1958 British film by Tony Young

Them Nice Americans is a 1958 British second feature comedy-drama film directed by Tony Young and starring Bonar Colleano, Vera Day and Renée Houston. It was written by Gilbert Winfield.

== Plot ==
Johnny is an American G.I. stationed in the British village of Broomfield and falls in love with local girl Ann Adams. Her father, Chief Inspector Adams, dislikes Americans and disapproves of his daughter's relationship. Johnny's buddy Joe decides to start a campaign to make the Americans more popular with the villagers, but all his plans go wrong.
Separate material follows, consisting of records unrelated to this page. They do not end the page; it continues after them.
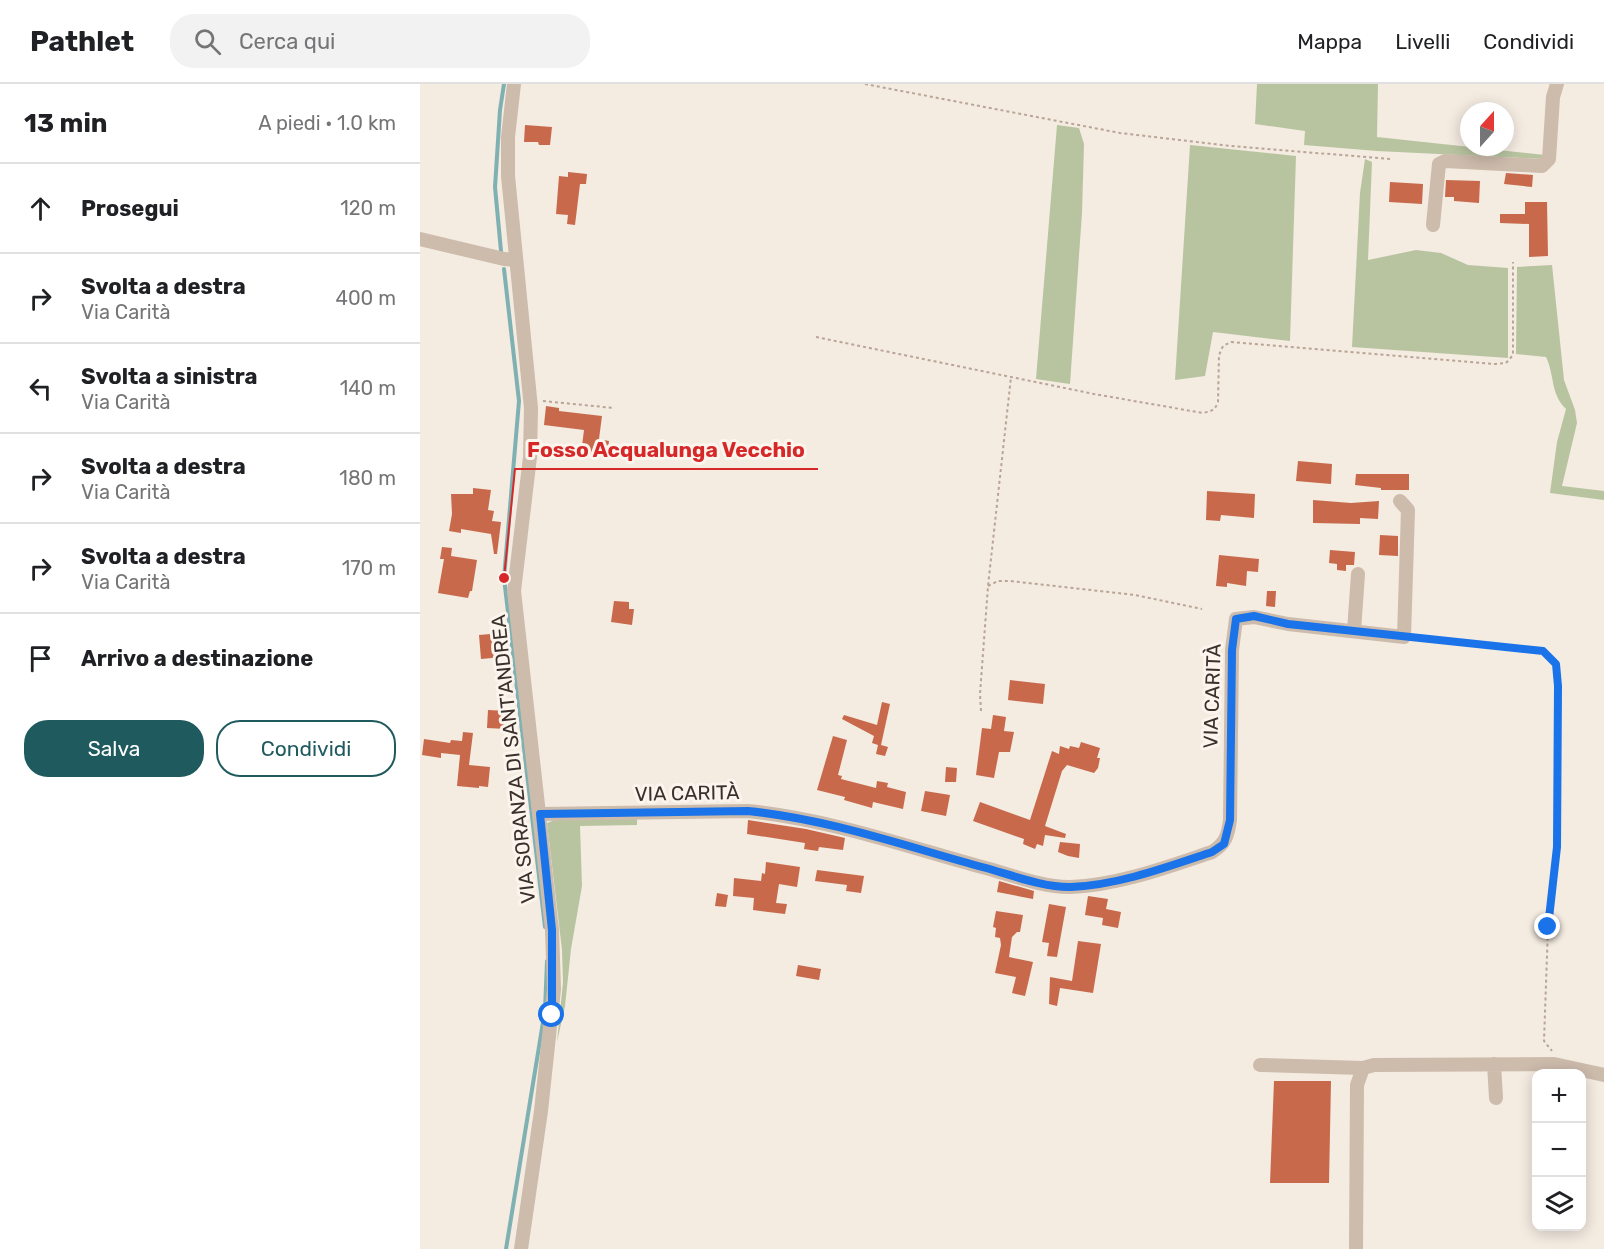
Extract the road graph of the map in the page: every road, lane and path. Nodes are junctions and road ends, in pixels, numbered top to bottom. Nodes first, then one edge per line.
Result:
1 (514, 84) edge
2 (866, 84) edge
3 (1557, 84) edge
4 (1390, 159) dead end
5 (1433, 225) dead end
6 (420, 240) edge
7 (516, 260) junction
8 (1513, 262) dead end
9 (816, 337) dead end
10 (1011, 377) junction
11 (530, 401) junction
12 (615, 408) dead end
13 (1400, 501) dead end
14 (1358, 574) dead end
15 (988, 585) junction
16 (1202, 609) dead end
17 (1354, 631) junction
18 (1404, 637) junction
19 (981, 711) dead end
20 (540, 814) junction
21 (1553, 1052) dead end
22 (1494, 1064) junction
23 (1260, 1065) dead end
24 (1363, 1068) junction
25 (1604, 1075) edge
26 (1496, 1098) dead end
27 (521, 1249) edge
28 (1356, 1249) edge

1 - 7 street, VIA SORANZA DI SANT'ANDREA
2 - 4 path
3 - 5 street
6 - 7 street
7 - 11 street, VIA SORANZA DI SANT'ANDREA
8 - 10 path
9 - 10 path
10 - 15 path
11 - 12 path
11 - 20 street, VIA SORANZA DI SANT'ANDREA
13 - 18 street
14 - 17 street
15 - 16 path
15 - 19 path
17 - 18 street, VIA CARITÀ
17 - 20 street, VIA CARITÀ
18 - 21 path
20 - 27 street, VIA SORANZA DI SANT'ANDREA
22 - 24 street
22 - 25 street
22 - 26 street
23 - 24 street
24 - 28 street

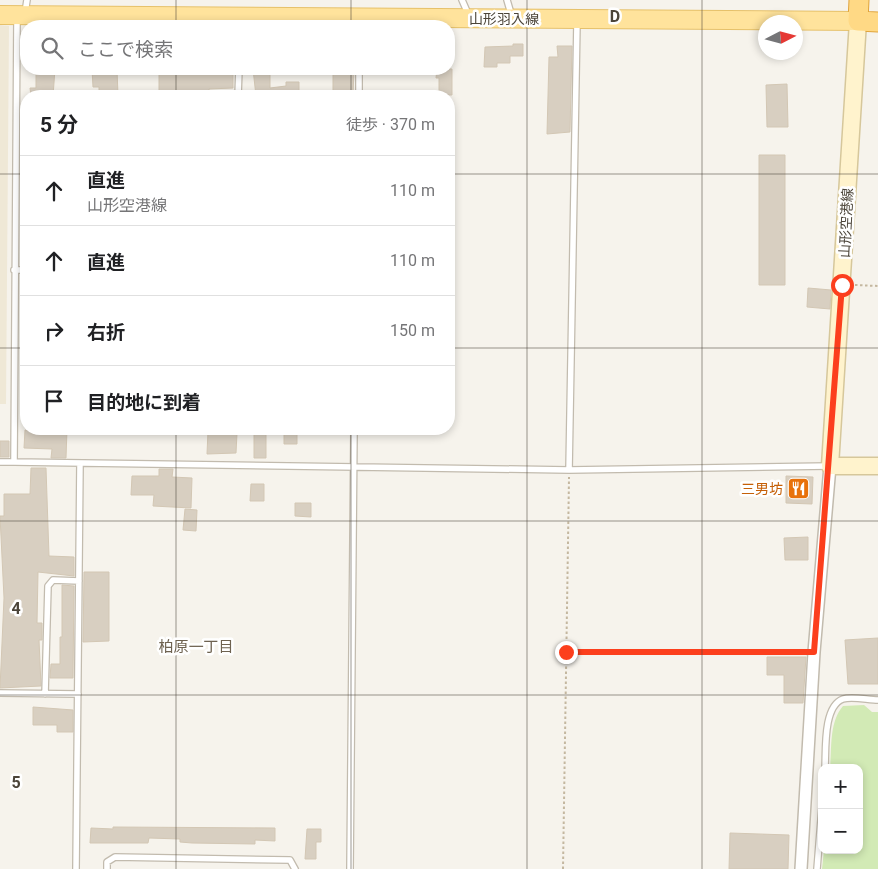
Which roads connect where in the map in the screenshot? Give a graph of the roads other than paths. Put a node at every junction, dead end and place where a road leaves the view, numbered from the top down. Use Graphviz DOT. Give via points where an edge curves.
graph roads {
  1 [pos="462,0"];
  2 [pos="507,0"];
  3 [pos="859,0"];
  4 [pos="17,11"];
  5 [pos="470,19"];
  6 [pos="513,19"];
  7 [pos="217,20"];
  8 [pos="433,20"];
  9 [pos="577,20"];
  10 [pos="858,21"];
  11 [pos="878,22"];
  12 [pos="239,75"];
  13 [pos="359,75"];
  14 [pos="238,90"];
  15 [pos="358,90"];
  16 [pos="14,270"];
  17 [pos="20,270"];
  18 [pos="354,435"];
  19 [pos="0,462"];
  20 [pos="14,462"];
  21 [pos="80,463"];
  22 [pos="830,466"];
  23 [pos="878,466"];
  24 [pos="354,467"];
  25 [pos="569,470"];
  26 [pos="79,581"];
  27 [pos="0,693"];
  28 [pos="46,694"];
  29 [pos="78,694"];
  30 [pos="878,700"];
  31 [pos="824,764"];
  32 [pos="822,809"];
  33 [pos="76,869"];
  34 [pos="107,869"];
  35 [pos="295,869"];
  36 [pos="350,869"];
  37 [pos="801,869"];
  38 [pos="817,869"];
  1 -- 5 [label="lane"];
  2 -- 6 [label="lane"];
  3 -- 10 [label="highway"];
  4 -- 7 [label="main road, 山形羽入線"];
  4 -- 16 [label="lane"];
  5 -- 6 [label="main road, 山形羽入線"];
  5 -- 8 [label="main road, 山形羽入線"];
  6 -- 9 [label="main road, 山形羽入線"];
  9 -- 10 [label="main road, 山形羽入線"];
  9 -- 25 [label="lane"];
  10 -- 11 [label="highway"];
  10 -- 22 [label="main road, 山形空港線"];
  12 -- 14 [label="lane"];
  13 -- 15 [label="lane"];
  16 -- 17 [label="lane"];
  16 -- 20 [label="lane"];
  18 -- 24 [label="lane"];
  19 -- 20 [label="lane"];
  20 -- 21 [label="lane"];
  21 -- 24 [label="lane"];
  21 -- 26 [label="lane"];
  22 -- 23 [label="main road"];
  22 -- 25 [label="lane"];
  22 -- 37 [label="street" via="814,652"];
  24 -- 25 [label="lane"];
  24 -- 36 [label="lane"];
  26 -- 28 [label="lane" via="53,580 48,586"];
  26 -- 29 [label="lane"];
  27 -- 28 [label="lane"];
  28 -- 29 [label="lane"];
  29 -- 33 [label="lane"];
  30 -- 31 [label="lane" via="843,699 833,706 828,722"];
  32 -- 38 [label="lane"];
  34 -- 35 [label="lane" via="107,862 115,857 290,860"];
}
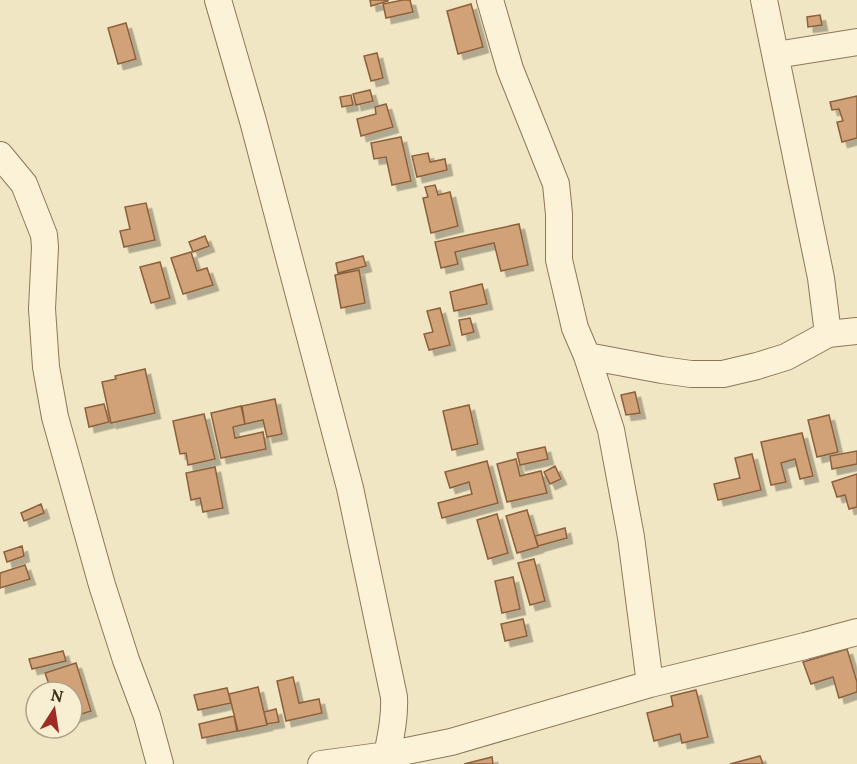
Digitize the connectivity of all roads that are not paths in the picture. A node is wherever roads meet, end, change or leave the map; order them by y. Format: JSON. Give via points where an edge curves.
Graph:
{"nodes":[{"id":1,"x":218,"y":0,"type":"edge"},
{"id":2,"x":490,"y":0,"type":"edge"},
{"id":3,"x":764,"y":0,"type":"edge"},
{"id":4,"x":857,"y":42,"type":"edge"},
{"id":5,"x":776,"y":55,"type":"junction"},
{"id":6,"x":0,"y":155,"type":"edge"},
{"id":7,"x":857,"y":331,"type":"edge"},
{"id":8,"x":828,"y":334,"type":"junction"},
{"id":9,"x":587,"y":356,"type":"junction"},
{"id":10,"x":857,"y":632,"type":"edge"},
{"id":11,"x":650,"y":684,"type":"junction"},
{"id":12,"x":387,"y":755,"type":"junction"},
{"id":13,"x":160,"y":764,"type":"edge"},
{"id":14,"x":321,"y":764,"type":"edge"}],
"edges":[{"from":1,"to":12,"type":"street","via":[[359,527],[394,697]]},
{"from":2,"to":9,"type":"street","via":[[510,69],[556,184],[559,260],[575,328]]},
{"from":3,"to":5,"type":"street"},
{"from":4,"to":5,"type":"street"},
{"from":5,"to":8,"type":"street","via":[[821,278]]},
{"from":6,"to":13,"type":"street","via":[[24,184],[44,235],[42,309],[55,417],[102,585]]},
{"from":7,"to":8,"type":"street"},
{"from":8,"to":9,"type":"street","via":[[786,357],[723,374],[691,374]]},
{"from":9,"to":11,"type":"street","via":[[611,430],[631,537]]},
{"from":10,"to":11,"type":"street"},
{"from":11,"to":12,"type":"street","via":[[451,742]]},
{"from":12,"to":14,"type":"street"}]}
However, when Johnny rescues Ann's small brother Billy from a minefield, her father relents and gives permission for the marriage.

== Cast ==

- Bonar Colleano as Joe
- Vera Day as Ann Adams
- Renée Houston as Mrs Adams
- Sheldon Lawrence as Johnny
- Basil Dignam as Inspector Adams
- Patti Morgan as Lady Theodora
- Michael Wade as Billy Adams
- Ryck Rydon as Butch
- Anthony Wilson as Doug
- Gilbert Winfield as USAF captain (as Gil Winfield)
- Don Gilliland as Mickey
- Roland Brand as Jerry
- Bill Edwards as Elmer
- Robert Jackson as Miller
- Chuck Kayser as Rossi
- John Evans as Harry
- John Watson as British major
- Totti Truman Taylor as Miss Gimpy
- Denis Gilmore as the Indian
- Kenneth Collins as spaceman
- John Stacy as Vicar
- Jan Kent as Vicar's wife
- Marian Collins as Vicar's daughter
- Grace Webb as fortune teller
- Roger Spencer as cowboy
- Caroline Glazer as tiny tot
- David Havard as curate
- Carl Conway as policeman
- Janet Moss as 1st library girl
- Diana Potter as 2nd library girl
- Charlie Dalton as 3rd library girl

== Production ==
The film was shot at Merton Park studios.

== Critical reception ==
The Monthly Film Bulletin wrote: "This is an unexceptional but pleasant little film which has the benefit of some amusing dialogue and bright playing; but the humour dwindles away towards the end and the attempted suspense of the final minefield episode is noticeably out of key with the rest."

Picture Show rated the film as "good", writing: "Unassuming but amusing comedy ....The plot is well handled by the extremely competent cast."

In British Sound Films: The Studio Years 1928–1959 David Quinlan rated the film as "average", writing: "Attractive little film, if very minor."